6月12日 だがし
「懐かしいのう」
目を輝かせる漱印に呆れる。
壁に並んだ駄菓子を見回しながら、目当ての品を探す。
こうやって見ると結構あるんだな…
スーパーでも売ってるはずだが、この辺のスーパーは無いと豪語されお使いで来た駄菓子屋。
ようやくあった…
小さい頃におじいちゃんから貰ったラーメン味のお菓子を手に取ると
「しかし高くなったのう…前はもっと安かったような…」
そうか?50円くらいで安いと思っていたのだが漱印はそれでも高いという。
「前はそれ30円じゃ倍くらい上がっておる」
指をさしながら主張してくる。
これもあれもと言うけど最近のお菓子は100円を超えるものがあると言うのに…むしろ安いと思うけど…

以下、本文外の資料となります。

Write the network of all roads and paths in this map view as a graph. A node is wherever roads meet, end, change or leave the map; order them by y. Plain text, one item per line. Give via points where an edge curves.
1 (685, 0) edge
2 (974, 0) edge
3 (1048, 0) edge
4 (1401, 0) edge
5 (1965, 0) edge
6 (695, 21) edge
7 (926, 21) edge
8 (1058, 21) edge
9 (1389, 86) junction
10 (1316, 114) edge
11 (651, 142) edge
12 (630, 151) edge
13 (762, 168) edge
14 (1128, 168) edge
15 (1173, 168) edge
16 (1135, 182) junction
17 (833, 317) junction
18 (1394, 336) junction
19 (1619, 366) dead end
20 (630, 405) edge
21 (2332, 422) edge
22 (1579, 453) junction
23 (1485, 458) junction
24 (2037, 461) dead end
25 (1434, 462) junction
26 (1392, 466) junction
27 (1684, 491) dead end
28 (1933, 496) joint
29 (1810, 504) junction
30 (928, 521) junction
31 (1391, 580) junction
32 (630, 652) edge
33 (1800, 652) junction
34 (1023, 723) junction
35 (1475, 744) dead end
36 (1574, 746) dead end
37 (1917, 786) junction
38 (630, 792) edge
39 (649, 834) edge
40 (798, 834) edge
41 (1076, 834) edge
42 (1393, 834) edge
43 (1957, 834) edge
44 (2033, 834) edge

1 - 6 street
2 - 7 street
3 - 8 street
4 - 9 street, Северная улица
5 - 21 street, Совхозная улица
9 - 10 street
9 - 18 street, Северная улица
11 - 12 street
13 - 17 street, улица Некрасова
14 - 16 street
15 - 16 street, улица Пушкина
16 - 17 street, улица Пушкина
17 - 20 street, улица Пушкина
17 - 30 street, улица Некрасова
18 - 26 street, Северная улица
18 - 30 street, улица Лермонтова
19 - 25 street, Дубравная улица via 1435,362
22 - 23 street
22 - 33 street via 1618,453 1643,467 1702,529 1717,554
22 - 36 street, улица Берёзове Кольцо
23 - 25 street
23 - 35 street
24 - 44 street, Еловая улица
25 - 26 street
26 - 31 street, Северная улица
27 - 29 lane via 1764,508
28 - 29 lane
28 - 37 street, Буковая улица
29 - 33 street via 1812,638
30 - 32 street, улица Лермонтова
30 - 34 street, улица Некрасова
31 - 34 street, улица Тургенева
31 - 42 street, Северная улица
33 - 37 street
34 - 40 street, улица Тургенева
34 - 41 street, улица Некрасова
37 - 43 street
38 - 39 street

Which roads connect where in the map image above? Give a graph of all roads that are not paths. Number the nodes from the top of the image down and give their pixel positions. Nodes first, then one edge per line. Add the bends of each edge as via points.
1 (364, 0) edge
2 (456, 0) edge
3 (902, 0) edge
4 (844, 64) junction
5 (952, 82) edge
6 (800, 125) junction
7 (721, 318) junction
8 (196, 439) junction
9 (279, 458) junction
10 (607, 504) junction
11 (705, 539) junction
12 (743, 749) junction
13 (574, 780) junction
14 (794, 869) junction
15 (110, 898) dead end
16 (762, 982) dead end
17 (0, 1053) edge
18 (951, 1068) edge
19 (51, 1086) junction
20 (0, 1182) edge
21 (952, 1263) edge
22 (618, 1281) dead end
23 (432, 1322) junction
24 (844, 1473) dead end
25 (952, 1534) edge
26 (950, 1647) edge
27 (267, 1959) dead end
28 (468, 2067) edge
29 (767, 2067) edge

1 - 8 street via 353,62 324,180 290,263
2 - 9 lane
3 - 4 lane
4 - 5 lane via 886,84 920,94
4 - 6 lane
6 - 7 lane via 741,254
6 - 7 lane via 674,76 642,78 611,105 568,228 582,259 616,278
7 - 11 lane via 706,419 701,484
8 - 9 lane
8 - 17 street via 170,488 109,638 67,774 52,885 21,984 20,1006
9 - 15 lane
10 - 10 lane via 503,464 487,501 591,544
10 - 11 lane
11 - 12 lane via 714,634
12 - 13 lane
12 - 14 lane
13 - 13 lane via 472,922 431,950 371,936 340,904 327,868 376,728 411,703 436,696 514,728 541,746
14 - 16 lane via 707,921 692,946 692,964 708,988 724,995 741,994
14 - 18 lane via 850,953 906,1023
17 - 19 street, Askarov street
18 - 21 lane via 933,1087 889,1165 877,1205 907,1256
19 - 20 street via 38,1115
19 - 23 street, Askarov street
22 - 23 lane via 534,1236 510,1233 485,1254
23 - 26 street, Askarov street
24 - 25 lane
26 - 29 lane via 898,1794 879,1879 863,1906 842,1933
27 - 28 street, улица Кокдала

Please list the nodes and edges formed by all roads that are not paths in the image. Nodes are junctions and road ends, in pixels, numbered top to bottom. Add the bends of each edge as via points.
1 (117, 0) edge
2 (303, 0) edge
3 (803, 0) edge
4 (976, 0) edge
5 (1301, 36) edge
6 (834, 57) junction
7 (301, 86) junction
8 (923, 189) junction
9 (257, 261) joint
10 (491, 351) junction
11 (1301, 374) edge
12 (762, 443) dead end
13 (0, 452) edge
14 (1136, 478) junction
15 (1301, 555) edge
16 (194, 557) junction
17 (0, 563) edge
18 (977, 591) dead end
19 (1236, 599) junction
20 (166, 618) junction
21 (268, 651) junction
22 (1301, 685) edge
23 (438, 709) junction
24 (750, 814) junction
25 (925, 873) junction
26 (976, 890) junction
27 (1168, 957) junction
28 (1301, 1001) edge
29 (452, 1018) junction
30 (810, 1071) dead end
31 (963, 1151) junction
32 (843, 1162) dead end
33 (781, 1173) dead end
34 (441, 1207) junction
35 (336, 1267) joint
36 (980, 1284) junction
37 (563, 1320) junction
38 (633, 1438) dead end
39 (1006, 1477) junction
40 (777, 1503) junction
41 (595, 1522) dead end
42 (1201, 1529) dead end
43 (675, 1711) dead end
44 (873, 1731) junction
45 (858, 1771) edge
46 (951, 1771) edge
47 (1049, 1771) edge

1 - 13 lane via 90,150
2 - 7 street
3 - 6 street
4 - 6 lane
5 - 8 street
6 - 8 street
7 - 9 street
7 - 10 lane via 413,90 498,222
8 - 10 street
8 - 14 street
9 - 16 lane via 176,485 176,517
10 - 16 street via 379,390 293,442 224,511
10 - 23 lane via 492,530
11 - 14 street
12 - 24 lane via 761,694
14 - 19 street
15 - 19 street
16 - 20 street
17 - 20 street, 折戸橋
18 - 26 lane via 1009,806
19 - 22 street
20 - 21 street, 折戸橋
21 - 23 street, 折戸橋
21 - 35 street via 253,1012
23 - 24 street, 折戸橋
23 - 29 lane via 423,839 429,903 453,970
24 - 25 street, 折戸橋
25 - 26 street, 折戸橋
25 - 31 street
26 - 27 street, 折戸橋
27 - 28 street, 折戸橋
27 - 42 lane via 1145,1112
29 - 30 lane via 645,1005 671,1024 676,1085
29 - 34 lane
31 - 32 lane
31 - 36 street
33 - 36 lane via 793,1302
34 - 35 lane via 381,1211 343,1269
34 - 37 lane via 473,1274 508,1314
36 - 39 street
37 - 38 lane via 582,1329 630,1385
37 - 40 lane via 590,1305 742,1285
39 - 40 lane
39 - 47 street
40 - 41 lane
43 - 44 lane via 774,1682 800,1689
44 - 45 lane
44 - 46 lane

じっと手にある駄菓子を眺めていると奥からおばあさんがやってきた。
「昔は安かったけど今はねぇ…子供のお小遣いで買えるギリギリなのよ…」
「そうですか…」
「良かったらラムネどうかしら、1本100円よ」
ラムネと瞬間移動してきた。しょうがない。
「じゃあ2本ください」
「ありがとうねぇ、じゃあ400円だね」
しれっと2袋持ってくる漱印をジト目で見る。
お釣りを受け取り店を出る。少し蒸し暑いな…
隣でポンと小さい音が聞こえた。